I been told by hosthatch to create a ticket for my routing and latency issues, and they will answer me asap, so i created a ticket... its been 1+ weeks since then. Slowest ASAP ever.
p.s. it was my 2nd ticket. My 1st ticket is unanswered for 2+weeks. Someone mentioned above that you get what you pay for, and yes i got 22 dolla promo (1.8ish/month), but what if i paid full price, something like 5-7/month? That would be a robbery in broad daylight, and worse provider ever, and i been in this sphere since late 90s (bouncers, slots, dedis etc), and used many providers. Never experienced such a poor customer service. They should be banned as provider, they dont even meet low end tag. More like shittyend. Service like that should be at a dollar store (if that).
So why purchase and cry about it?
Because i did not know? Duh. I had bad feeling about it once started noticing latency and routing issues, and then saw some post about customer services. Right away in my thread i mentioned possibility to do charge back because their tos is straight up wack, and i was attacked. I was right all this time, should have done charge back and moved along. But whatever. Just wanted to chime and report issue as well, so others dont get scammed into this.

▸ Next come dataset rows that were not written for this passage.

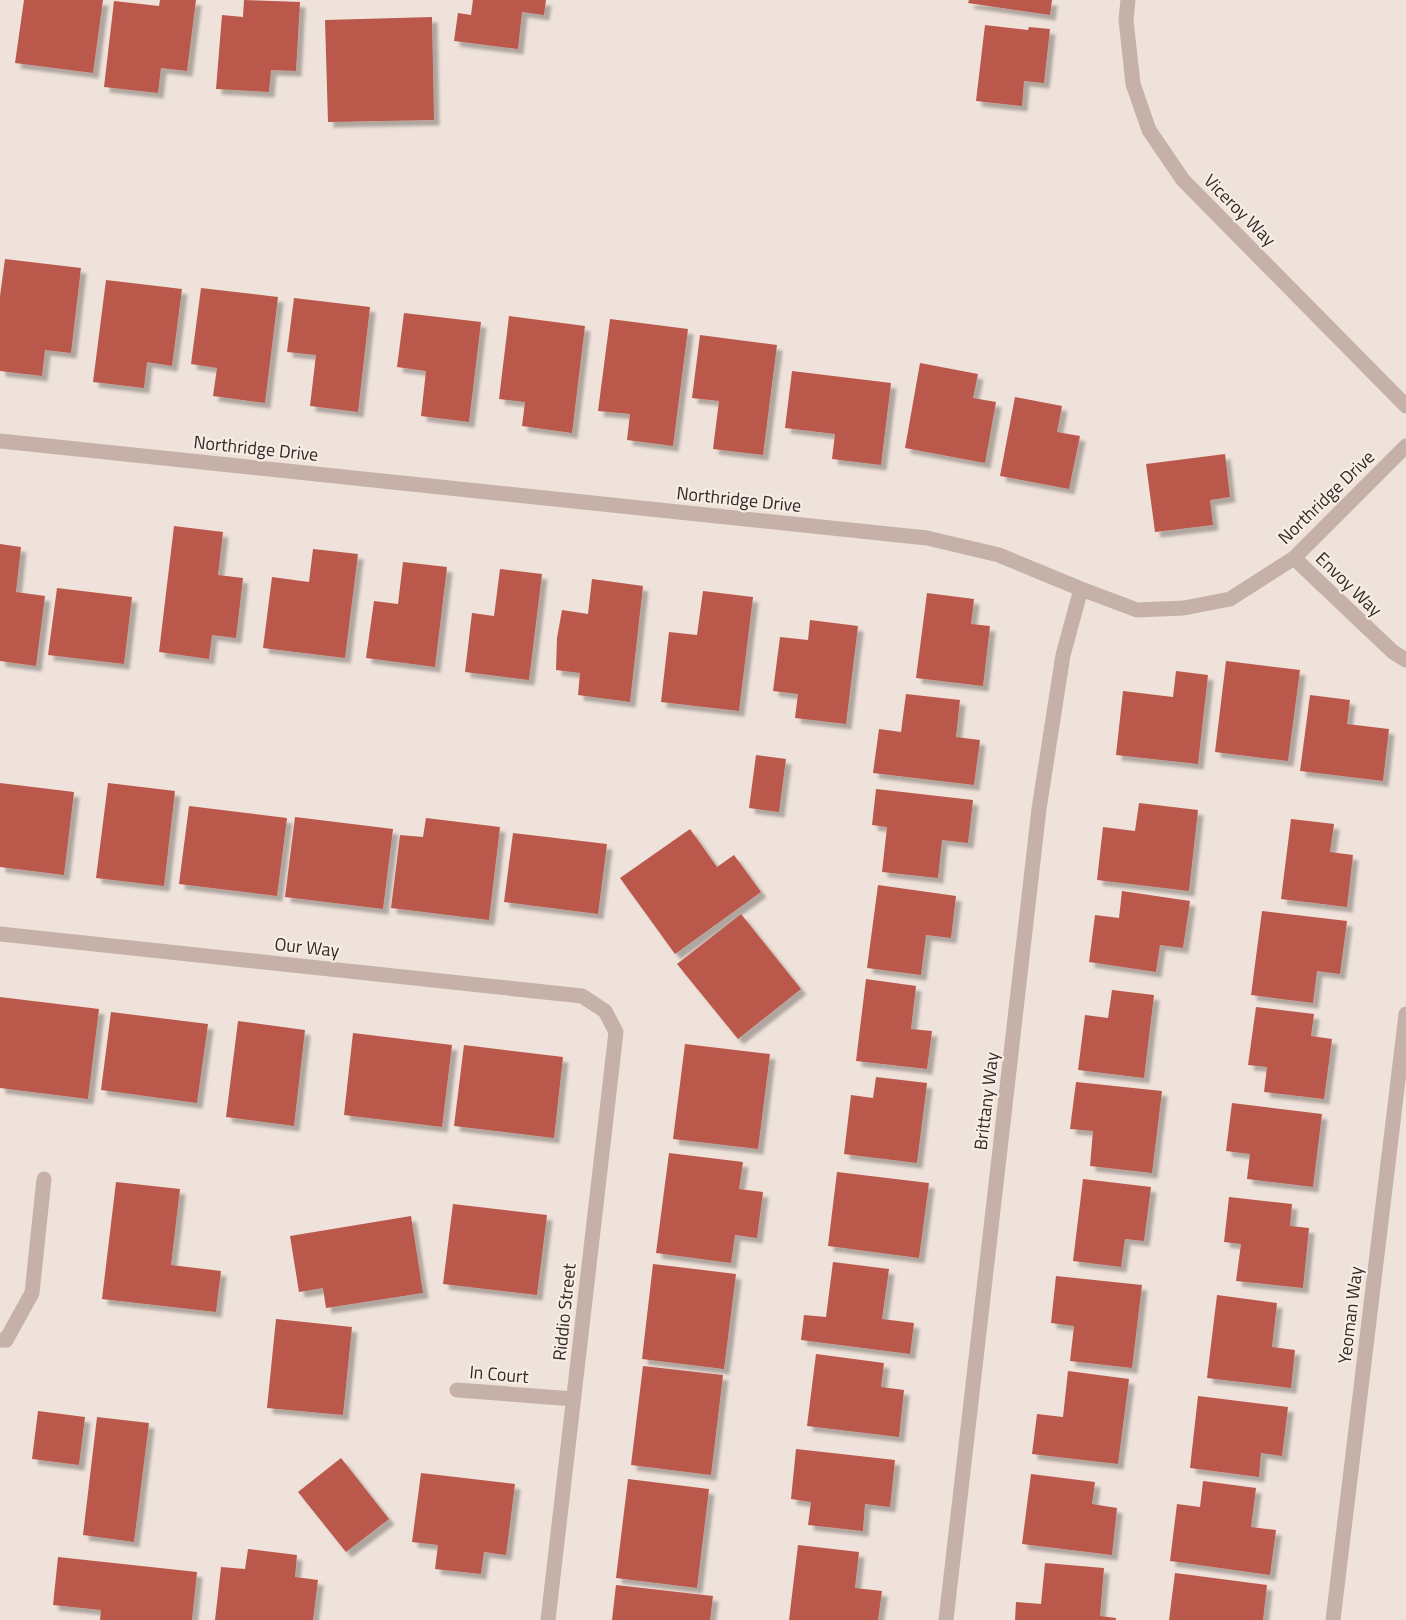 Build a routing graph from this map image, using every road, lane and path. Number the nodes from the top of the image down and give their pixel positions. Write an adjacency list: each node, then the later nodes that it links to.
1 (1128, 0): 2 (street, Viceroy Way)
2 (1406, 406)
3 (0, 441): 6 (street, Northridge Drive)
4 (1406, 446): 5 (street, Northridge Drive)
5 (1294, 558): 6 (street, Northridge Drive); 7 (street, Envoy Way)
6 (1081, 589): 16 (street, Brittany Way)
7 (1406, 660)
8 (0, 934): 9 (street, Our Way)
9 (605, 1011): 14 (street, Riddio Street)
10 (1406, 1014): 17 (street, Yeoman Way)
11 (44, 1179): 12 (street)
12 (0, 1340)
13 (458, 1390): 14 (street, In Court)
14 (574, 1399): 15 (street, Riddio Street)
15 (548, 1620)
16 (946, 1620)
17 (1333, 1620)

@thinvps - my advice, choose a course of action and do it. Either stay with hosthatch (and all that entails), walk away and eat the cost (make sure to shut off paypal subscription etc), or chargeback. Pick a path and don't look back. Many companies on here that grow too fast have major issues. Too many to name. One of lifes lessons-unfortunately, pay a little more, research a little more, dont jump on most black friday deals; and avoid most of LET and find services elsewhere. Use LET for hobby stuff, dev stuff, and all that random stuff - because often it will let you down.
Yes. Chargebacks are the way to resolve problems.
TOS why did you agree if you find them wack?
No one is scammed. You got into something without due diligence. Find a provider offering similar setup services at same price and then speak.
Support issues were something provider defined in the second post of the thread and you still choose to ignore and cry b*tch about your mistakes
@plumberg no matter what you think of @thinvps - the reality is the fact that hosthatch is still trying to cleanup from selling way too many services in relationship to his firms capacity to handle them. The support issues were defined over 2 months ago. Rational companies who are aware of issues (even before public acknowledgement 2 months ago) , can generally fix things in that time frame - unless they have a reason NOT TO. Easy to trash customers on LET; often harder to get Providers to offer support in a timely fashion, especially those with big sales on black friday
I previously had VMs with Hosthatch which had various problems, eg: IPv6 drops that just appeared overnight in one case, frequent IPv4 + IPv6 drops in another case. I just let those VMs run till the end of their paid up period and did not renew them when Hosthatch did not fix the problems. From memory, which admittedly can be sparse, there were tickets opened for months.
After seeing Hosthatch's promise to improve support, I thought I would give them a try again. But this incident, and seeing the way @hosthatch has communicated publicly, I am rather disappointed. It is one thing being willing to help smaller firms. But it is another when folks from the company do not seem to communicate well on a forum, even though they have been polite and showed professionalism when responding on tickets (when they actually do respond). I should have been wiser!
anybody on LA server have much lower cpu perform now?